The Fall has affected government in a myriad of ways. Tyranny and corruption are two common ways that sin has corrupted governments. David Koyzis points out that the Fall has affected our approach to governing in ways that we may not think about at first: political ideologies.
According to Koyzis (Political Visions and Illusions):
Every ideology is based on taking something out of creation’s totality, raising it above that creation, and making the latter revolve around and serve it. It is further based on the assumption that this idol has the capacity to save us from some real or perceived evil in the world (kindle loc 156).
For instance, liberal ideologies make liberty the ultimate good, socialist ideologies do the same with equality, democratic ideologies make the voice of the people the ultimate good.
When ideologies do this they become idolatrous:
If ideologies deify something within God’s creation, they inevitably view this humanly made god as a source of salvation. Thus each of the ideologies is based on a specific soteriology, that is, on a worked-out theory promising deliverance to human beings from some fundamental evil that is viewed as the source of a broad range of human ills (kindle loc 338).
Koyzis does not deny that every ideology has grasped a part of the truth. They have each grasped something good in the creational structure. The problem is in elevating that good part of the creation out of its rightful place.
Ideologies also make the equal and opposite error: “ideologies tend to locate the source of this fundamental evil somewhere within the creation” (kinde loc 347).
The Christian worldview, by contrast identifies sin, not some aspect of the creational order, as the fundamental problem in the world, and it looks to Christ for salvation, recognizing that salvation cannot be achieved through the political process.
Traditional conservative Russell Kirk makes much the same point in his critique of ideologies:
Ideology, in short, is a political formula that promises mankind an earthly paradise; but in cruel fact what ideology has created is a series of terrestrial hells. I set down below some of the vices of ideology. 1) Ideology is inverted religion, denying the Christian doctrine of salvation through grace in death, and substituting collective salvation here on earth. . . .
Russell Kirk, The Politics of Prudence, 5.

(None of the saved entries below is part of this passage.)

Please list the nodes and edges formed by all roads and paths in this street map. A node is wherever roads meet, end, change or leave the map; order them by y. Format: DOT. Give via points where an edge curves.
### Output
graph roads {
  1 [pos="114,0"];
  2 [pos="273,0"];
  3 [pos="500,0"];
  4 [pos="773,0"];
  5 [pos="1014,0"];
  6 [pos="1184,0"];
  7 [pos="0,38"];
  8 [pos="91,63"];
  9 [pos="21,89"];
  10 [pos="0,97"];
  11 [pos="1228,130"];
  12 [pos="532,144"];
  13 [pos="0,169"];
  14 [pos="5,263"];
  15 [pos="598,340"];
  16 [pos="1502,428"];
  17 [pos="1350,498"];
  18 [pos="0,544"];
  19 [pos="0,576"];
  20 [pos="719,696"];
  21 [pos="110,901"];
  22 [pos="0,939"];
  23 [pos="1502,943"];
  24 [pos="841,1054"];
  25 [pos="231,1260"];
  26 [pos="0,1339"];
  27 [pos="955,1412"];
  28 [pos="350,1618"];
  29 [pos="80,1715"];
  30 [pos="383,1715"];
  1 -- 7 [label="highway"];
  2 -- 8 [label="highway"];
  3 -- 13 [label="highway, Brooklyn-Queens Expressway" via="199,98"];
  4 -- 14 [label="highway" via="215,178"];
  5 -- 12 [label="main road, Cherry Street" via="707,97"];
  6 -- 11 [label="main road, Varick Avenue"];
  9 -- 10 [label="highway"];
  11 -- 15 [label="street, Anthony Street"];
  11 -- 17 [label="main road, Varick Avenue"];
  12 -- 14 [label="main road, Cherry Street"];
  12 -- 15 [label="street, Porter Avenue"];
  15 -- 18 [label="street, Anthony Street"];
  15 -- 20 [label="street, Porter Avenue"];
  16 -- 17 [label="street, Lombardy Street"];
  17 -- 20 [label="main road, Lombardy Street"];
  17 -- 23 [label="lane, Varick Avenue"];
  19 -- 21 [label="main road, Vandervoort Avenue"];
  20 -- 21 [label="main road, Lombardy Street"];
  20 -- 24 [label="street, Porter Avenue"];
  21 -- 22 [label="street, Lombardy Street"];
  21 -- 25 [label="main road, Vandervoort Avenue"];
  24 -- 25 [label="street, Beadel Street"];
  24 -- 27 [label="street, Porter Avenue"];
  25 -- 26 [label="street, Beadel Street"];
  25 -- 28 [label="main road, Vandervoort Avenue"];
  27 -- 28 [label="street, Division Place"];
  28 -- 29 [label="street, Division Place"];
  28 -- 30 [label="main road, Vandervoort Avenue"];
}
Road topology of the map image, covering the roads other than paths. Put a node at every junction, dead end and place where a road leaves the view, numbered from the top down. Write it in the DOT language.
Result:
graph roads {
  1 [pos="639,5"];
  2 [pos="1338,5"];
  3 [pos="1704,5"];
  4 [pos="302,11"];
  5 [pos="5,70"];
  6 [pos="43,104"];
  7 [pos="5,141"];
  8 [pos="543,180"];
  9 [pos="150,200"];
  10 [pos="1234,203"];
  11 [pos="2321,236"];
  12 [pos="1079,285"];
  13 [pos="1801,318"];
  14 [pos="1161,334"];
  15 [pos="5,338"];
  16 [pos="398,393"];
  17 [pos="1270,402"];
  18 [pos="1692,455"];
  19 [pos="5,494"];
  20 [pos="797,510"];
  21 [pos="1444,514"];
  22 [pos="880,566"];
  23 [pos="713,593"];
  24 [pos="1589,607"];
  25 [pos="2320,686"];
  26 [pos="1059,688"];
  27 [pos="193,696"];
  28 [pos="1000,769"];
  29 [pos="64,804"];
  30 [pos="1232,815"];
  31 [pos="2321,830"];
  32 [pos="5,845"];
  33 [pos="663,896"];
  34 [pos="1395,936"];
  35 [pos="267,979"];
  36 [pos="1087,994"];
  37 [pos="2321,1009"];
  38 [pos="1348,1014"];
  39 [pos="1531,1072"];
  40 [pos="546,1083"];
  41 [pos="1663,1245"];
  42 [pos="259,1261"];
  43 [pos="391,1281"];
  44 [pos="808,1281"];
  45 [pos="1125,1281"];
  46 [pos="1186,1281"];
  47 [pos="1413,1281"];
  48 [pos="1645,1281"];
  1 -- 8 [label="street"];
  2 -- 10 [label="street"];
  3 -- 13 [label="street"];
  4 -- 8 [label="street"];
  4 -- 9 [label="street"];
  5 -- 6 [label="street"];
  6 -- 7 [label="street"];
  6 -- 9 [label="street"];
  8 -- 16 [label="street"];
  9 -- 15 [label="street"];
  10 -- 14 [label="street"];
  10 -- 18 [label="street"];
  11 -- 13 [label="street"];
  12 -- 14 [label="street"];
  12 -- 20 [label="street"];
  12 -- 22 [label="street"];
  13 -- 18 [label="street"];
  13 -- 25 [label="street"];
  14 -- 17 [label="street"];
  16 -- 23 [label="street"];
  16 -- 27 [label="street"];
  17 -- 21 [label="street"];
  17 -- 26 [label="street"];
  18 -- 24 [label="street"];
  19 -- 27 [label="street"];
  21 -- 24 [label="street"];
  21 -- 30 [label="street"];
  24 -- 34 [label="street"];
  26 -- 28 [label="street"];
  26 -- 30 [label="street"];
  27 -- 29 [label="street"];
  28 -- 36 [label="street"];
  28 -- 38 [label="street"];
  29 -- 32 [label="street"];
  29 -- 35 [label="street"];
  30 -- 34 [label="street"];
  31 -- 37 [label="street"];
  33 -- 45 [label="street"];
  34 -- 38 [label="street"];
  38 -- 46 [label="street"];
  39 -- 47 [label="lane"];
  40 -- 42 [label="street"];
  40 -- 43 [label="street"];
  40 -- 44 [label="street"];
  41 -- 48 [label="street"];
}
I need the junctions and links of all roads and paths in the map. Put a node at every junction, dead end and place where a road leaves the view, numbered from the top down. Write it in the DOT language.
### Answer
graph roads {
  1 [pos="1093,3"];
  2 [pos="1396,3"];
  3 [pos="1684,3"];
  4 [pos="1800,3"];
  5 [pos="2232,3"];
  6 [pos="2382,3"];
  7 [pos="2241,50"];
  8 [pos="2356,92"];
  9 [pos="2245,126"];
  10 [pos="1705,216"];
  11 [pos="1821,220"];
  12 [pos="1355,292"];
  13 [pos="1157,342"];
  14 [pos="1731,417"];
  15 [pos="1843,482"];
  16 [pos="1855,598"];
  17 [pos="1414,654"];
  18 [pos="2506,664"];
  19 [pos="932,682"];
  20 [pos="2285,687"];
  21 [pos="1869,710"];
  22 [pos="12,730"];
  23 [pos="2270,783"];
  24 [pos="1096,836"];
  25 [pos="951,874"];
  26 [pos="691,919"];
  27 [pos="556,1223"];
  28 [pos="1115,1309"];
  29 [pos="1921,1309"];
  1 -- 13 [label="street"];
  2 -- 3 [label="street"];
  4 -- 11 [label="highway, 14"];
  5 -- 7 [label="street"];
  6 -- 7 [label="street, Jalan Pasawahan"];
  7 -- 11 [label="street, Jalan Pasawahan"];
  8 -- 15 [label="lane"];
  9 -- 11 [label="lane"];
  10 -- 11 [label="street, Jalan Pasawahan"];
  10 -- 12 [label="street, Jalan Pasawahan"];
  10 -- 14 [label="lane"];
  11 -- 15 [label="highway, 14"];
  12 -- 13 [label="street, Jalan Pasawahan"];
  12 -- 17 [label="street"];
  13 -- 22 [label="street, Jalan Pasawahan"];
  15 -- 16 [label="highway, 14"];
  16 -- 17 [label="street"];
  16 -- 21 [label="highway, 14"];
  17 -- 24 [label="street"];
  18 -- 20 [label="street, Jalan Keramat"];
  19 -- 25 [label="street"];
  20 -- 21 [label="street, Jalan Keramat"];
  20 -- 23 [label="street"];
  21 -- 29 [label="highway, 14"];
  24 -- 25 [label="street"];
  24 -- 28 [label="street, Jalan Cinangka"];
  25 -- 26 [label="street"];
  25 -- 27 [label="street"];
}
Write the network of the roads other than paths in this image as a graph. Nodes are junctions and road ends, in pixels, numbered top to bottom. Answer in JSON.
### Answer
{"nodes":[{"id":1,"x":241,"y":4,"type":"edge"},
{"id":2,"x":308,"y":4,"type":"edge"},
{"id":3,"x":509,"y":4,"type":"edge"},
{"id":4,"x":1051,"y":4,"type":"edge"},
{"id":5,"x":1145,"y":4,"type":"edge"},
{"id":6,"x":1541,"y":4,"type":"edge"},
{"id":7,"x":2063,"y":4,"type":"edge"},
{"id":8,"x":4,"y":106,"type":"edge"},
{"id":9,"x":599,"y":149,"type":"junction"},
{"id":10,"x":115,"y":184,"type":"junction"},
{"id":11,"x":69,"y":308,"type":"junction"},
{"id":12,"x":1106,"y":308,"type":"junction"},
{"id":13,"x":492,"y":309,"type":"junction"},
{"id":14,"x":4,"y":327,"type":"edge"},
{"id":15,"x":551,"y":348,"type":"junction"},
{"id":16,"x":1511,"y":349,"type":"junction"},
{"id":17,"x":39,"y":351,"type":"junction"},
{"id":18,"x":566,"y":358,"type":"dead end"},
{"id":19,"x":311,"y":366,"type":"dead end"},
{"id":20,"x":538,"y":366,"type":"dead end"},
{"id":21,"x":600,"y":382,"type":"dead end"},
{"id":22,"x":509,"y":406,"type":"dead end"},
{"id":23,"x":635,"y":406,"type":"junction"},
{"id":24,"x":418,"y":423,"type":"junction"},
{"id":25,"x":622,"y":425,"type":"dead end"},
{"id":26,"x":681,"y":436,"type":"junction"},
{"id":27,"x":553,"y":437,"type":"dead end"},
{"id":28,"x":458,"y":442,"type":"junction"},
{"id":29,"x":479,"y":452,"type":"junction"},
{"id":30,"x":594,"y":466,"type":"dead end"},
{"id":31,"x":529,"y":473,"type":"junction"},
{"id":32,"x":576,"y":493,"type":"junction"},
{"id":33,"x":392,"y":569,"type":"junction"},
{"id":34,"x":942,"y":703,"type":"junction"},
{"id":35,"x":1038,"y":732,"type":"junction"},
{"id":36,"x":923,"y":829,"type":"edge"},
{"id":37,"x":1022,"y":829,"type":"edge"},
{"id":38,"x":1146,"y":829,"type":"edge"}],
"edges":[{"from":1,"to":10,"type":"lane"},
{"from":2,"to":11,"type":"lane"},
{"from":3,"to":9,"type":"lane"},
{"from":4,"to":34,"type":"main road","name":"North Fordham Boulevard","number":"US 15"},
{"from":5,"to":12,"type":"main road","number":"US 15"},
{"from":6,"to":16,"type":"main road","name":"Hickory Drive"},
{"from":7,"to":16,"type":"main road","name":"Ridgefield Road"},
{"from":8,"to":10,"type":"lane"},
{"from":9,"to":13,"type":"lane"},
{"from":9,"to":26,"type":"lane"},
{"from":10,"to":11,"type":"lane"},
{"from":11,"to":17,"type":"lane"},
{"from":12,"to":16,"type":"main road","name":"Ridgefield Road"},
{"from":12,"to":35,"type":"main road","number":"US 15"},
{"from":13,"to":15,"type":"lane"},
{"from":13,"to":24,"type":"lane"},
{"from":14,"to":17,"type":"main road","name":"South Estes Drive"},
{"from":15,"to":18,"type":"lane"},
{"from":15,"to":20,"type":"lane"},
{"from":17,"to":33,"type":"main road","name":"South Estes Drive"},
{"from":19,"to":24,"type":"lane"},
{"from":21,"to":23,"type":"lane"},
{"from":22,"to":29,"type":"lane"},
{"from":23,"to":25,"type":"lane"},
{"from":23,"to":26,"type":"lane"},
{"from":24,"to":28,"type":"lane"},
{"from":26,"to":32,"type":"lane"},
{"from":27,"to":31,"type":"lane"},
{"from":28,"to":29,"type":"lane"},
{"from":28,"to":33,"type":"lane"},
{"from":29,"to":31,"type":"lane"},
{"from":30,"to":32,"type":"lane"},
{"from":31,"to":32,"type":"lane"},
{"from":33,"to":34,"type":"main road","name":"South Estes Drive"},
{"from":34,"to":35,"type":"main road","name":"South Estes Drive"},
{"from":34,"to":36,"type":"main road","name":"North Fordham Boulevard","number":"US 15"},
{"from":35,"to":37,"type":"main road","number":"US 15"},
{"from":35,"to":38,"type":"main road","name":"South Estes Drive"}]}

Kirk’s point was that there is a certain kind of prudential approach to politics that has the more limited goal of seeking to retain what is good in a society and seeking to reform what is evil as we are able. Some of these reforms have a life-and-death importance to them (literally, in the case of abortion), and deserve a great deal of political effort. But achieving such reforms must be seen as a means of glorifying the heavenly Father though good works (Matt. 5:16) and not as a step on the way toward saving the nation.